Data items:
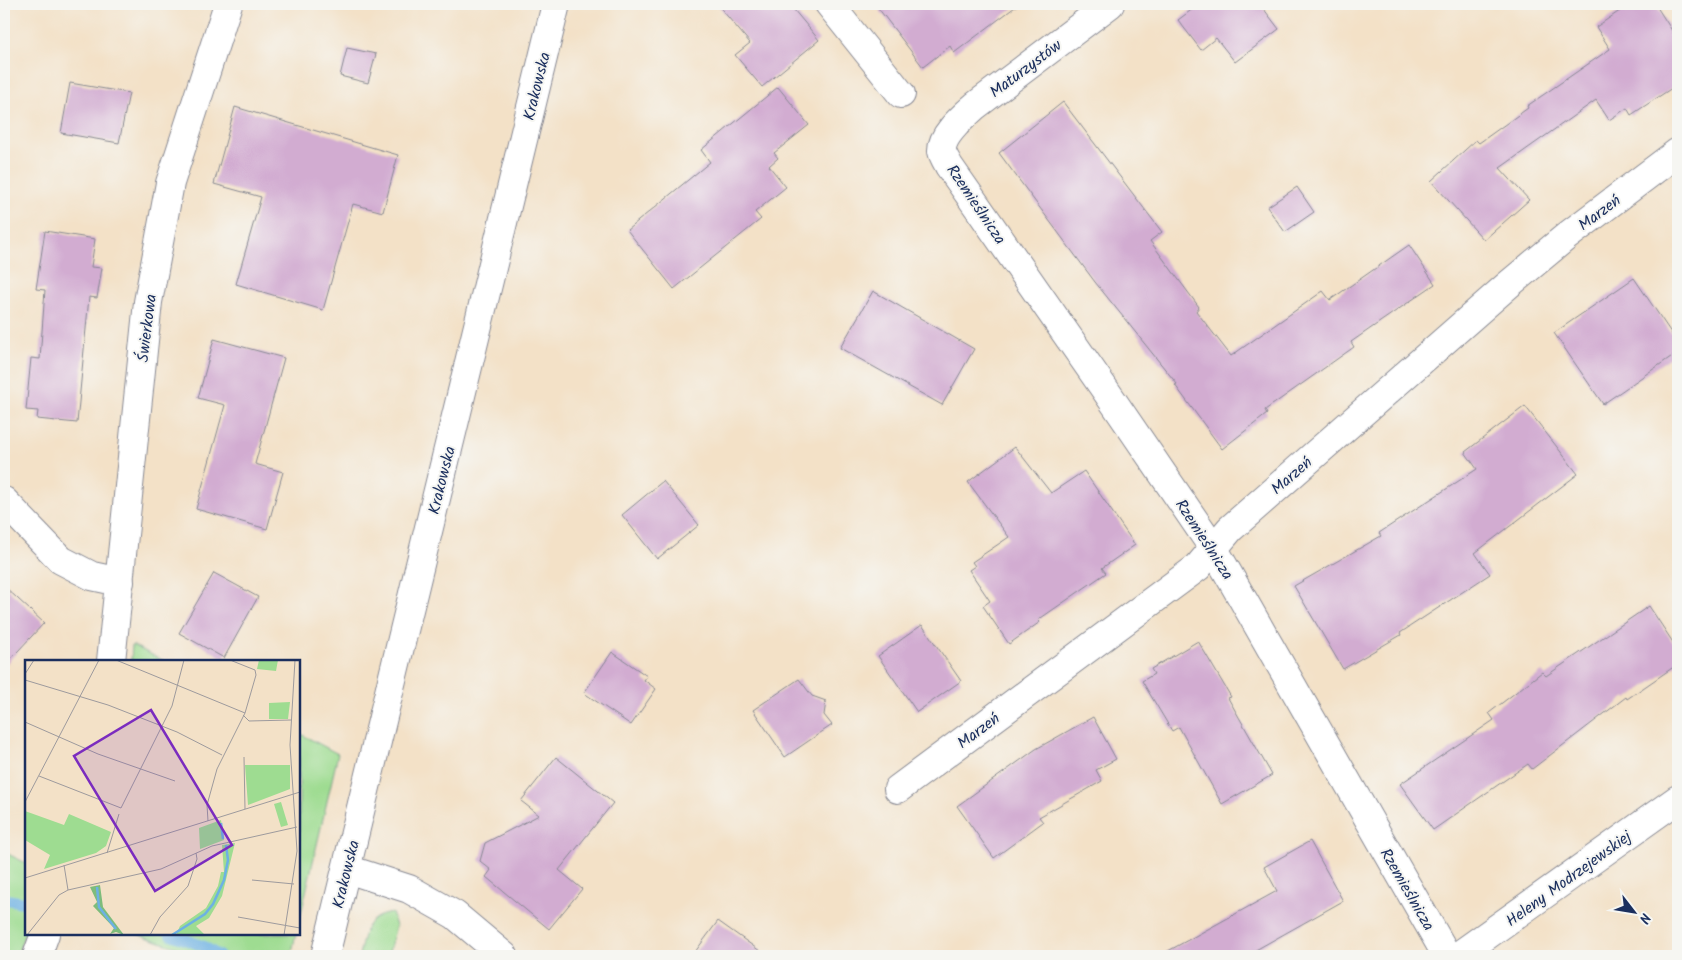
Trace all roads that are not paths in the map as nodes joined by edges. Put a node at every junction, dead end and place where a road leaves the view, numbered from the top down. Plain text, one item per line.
1 (228, 4) edge
2 (556, 4) edge
3 (829, 4) edge
4 (1110, 4) edge
5 (901, 94) dead end
6 (946, 138) joint
7 (1678, 152) edge
8 (4, 501) edge
9 (1214, 549) junction
10 (120, 582) junction
11 (111, 660) edge
12 (898, 789) dead end
13 (1678, 799) edge
14 (346, 869) junction
15 (45, 935) edge
16 (37, 956) edge
17 (325, 956) edge
18 (504, 956) edge
19 (1447, 956) edge
20 (1458, 956) edge

1 - 10 street, Świerkowa
2 - 14 street, Krakowska
3 - 5 street
4 - 6 street, Maturzystów
6 - 9 street, Rzemieślnicza
7 - 9 street, Marzeń
8 - 10 street
9 - 12 street, Marzeń
9 - 19 street, Rzemieślnicza
10 - 11 street, Świerkowa
13 - 20 street, Heleny Modrzejewskiej
14 - 17 street, Krakowska
14 - 18 street
15 - 16 street

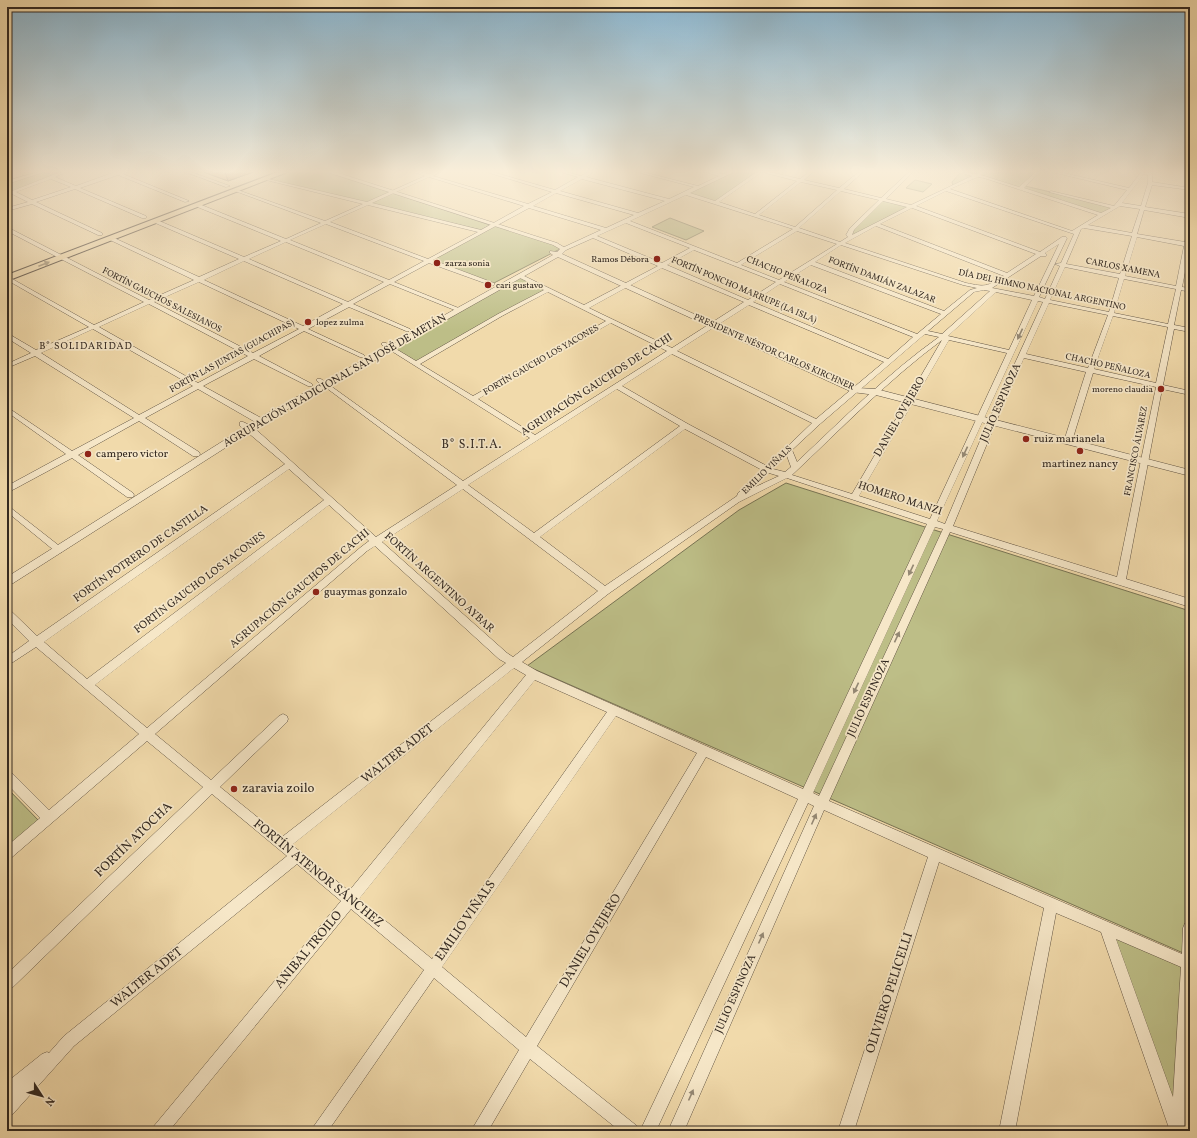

## Your goal
The answer should be the records above, unchanged, with the pictures omitted.

## Finished task
Trace all roads that are not paths in the map as nodes joined by edges. Put a node at every junction, dead end and place where a road leaves the view, numbered from the top down. Plain text, one item per line.
1 (228, 4) edge
2 (556, 4) edge
3 (829, 4) edge
4 (1110, 4) edge
5 (901, 94) dead end
6 (946, 138) joint
7 (1678, 152) edge
8 (4, 501) edge
9 (1214, 549) junction
10 (120, 582) junction
11 (111, 660) edge
12 (898, 789) dead end
13 (1678, 799) edge
14 (346, 869) junction
15 (45, 935) edge
16 (37, 956) edge
17 (325, 956) edge
18 (504, 956) edge
19 (1447, 956) edge
20 (1458, 956) edge

1 - 10 street, Świerkowa
2 - 14 street, Krakowska
3 - 5 street
4 - 6 street, Maturzystów
6 - 9 street, Rzemieślnicza
7 - 9 street, Marzeń
8 - 10 street
9 - 12 street, Marzeń
9 - 19 street, Rzemieślnicza
10 - 11 street, Świerkowa
13 - 20 street, Heleny Modrzejewskiej
14 - 17 street, Krakowska
14 - 18 street
15 - 16 street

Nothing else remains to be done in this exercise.